Your task =>
Find every line below where the string "DRIVE" shows up, and copy those lines.

Records for this task =>
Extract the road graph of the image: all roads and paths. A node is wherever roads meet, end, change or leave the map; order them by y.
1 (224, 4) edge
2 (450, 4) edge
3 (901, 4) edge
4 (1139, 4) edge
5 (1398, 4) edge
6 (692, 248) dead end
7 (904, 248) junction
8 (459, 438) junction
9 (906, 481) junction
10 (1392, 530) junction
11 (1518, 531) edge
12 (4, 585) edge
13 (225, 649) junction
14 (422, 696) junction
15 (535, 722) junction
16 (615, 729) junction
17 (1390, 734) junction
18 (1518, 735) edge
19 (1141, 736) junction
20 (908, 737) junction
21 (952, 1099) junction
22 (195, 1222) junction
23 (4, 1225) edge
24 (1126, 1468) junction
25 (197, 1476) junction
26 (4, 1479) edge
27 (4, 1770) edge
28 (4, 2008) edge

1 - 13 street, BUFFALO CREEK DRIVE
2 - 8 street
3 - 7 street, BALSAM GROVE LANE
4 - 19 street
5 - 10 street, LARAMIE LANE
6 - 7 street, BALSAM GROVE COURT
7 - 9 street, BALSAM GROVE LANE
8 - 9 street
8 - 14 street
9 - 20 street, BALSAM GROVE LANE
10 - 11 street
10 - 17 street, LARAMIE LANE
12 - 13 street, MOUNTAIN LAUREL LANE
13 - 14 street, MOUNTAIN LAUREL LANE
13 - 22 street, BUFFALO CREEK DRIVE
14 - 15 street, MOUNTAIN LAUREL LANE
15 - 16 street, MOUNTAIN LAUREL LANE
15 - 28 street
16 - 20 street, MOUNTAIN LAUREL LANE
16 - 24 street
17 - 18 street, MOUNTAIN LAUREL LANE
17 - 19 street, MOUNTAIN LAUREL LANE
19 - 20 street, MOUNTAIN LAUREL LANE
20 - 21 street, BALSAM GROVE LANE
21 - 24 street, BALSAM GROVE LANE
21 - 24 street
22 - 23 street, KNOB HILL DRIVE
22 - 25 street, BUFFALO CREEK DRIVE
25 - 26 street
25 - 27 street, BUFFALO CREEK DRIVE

Output for this task =>
1 - 13 street, BUFFALO CREEK DRIVE
13 - 22 street, BUFFALO CREEK DRIVE
22 - 23 street, KNOB HILL DRIVE
22 - 25 street, BUFFALO CREEK DRIVE
25 - 27 street, BUFFALO CREEK DRIVE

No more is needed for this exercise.